Exercise instructions: All that is needed is a count of the lines in this data that contain the word "Ruotsalaisenraitti".

Stored data:
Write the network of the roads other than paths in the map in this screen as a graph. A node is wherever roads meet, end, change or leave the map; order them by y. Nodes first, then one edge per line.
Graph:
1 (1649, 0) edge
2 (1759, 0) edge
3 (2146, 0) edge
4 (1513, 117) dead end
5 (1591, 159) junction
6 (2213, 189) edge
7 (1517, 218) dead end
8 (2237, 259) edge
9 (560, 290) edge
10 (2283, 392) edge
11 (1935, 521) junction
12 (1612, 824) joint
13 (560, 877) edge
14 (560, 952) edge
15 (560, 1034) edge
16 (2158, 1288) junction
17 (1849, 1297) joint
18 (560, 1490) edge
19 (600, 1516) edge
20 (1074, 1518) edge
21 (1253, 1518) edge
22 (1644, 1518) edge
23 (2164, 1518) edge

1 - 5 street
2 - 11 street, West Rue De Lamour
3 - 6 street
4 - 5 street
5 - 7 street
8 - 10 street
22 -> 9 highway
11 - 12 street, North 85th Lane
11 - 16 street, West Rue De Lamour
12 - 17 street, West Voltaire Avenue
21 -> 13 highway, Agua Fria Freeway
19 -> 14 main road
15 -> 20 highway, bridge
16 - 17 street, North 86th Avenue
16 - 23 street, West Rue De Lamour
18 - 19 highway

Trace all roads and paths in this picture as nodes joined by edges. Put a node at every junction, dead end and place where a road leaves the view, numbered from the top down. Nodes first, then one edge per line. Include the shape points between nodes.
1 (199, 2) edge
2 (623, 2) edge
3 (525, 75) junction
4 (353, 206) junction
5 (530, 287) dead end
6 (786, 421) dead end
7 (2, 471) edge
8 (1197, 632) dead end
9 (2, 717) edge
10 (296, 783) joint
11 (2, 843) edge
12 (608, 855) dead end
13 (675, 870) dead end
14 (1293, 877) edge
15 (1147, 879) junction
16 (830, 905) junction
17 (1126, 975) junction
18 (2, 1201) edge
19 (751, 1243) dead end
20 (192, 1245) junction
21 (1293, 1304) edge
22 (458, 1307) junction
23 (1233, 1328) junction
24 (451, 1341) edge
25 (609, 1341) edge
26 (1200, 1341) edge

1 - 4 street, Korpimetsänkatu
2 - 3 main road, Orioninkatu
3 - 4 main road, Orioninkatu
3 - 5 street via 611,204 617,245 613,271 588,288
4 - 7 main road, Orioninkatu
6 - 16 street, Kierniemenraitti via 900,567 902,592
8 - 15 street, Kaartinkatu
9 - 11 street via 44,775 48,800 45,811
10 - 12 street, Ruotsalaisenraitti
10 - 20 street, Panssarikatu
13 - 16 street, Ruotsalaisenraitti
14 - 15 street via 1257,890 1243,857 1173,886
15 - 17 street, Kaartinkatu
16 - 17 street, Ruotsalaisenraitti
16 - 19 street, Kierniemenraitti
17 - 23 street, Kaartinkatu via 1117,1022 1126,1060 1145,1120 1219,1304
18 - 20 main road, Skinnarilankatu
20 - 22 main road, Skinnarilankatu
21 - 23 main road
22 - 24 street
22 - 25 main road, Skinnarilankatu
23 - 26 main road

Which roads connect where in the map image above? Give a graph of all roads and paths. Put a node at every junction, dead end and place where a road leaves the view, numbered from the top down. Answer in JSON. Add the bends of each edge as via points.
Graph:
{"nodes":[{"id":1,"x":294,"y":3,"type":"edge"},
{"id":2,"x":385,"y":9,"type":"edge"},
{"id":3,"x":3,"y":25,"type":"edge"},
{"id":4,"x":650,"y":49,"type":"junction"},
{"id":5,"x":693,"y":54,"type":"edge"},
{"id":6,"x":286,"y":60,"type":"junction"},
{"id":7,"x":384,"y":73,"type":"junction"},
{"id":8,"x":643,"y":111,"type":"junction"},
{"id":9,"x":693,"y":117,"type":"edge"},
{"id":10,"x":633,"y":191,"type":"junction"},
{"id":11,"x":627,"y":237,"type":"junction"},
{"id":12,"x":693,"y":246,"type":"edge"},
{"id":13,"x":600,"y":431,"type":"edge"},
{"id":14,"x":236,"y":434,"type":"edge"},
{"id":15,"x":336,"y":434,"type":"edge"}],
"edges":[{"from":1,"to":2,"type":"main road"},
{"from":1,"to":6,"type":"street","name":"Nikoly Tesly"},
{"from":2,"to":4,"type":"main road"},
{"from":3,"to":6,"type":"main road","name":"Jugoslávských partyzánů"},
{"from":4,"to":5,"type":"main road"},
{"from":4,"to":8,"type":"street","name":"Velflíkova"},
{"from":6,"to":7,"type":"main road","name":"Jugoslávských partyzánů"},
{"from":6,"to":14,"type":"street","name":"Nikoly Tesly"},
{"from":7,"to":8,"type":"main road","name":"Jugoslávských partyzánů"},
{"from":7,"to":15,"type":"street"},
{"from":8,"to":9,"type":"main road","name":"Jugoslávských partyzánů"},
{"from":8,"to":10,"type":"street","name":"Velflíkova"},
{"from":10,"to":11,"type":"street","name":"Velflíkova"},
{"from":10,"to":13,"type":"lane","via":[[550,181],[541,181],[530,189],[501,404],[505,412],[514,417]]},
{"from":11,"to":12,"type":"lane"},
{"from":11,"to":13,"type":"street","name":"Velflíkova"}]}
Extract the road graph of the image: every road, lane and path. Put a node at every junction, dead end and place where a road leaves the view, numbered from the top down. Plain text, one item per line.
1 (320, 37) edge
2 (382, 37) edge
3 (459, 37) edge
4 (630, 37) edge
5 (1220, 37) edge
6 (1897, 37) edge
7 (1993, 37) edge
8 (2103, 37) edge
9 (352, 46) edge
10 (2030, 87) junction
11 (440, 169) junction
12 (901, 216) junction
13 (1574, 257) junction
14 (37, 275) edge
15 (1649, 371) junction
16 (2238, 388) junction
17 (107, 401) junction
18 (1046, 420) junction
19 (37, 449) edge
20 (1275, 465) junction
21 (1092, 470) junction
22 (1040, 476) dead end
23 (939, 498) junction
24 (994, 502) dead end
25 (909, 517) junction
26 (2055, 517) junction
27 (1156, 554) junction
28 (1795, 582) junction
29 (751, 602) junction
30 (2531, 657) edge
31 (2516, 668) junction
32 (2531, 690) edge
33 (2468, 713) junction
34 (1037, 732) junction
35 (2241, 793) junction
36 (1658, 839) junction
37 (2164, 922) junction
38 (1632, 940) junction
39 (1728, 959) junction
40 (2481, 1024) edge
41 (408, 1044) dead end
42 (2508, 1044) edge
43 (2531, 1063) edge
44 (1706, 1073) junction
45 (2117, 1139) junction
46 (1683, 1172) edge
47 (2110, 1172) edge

Completed task: 3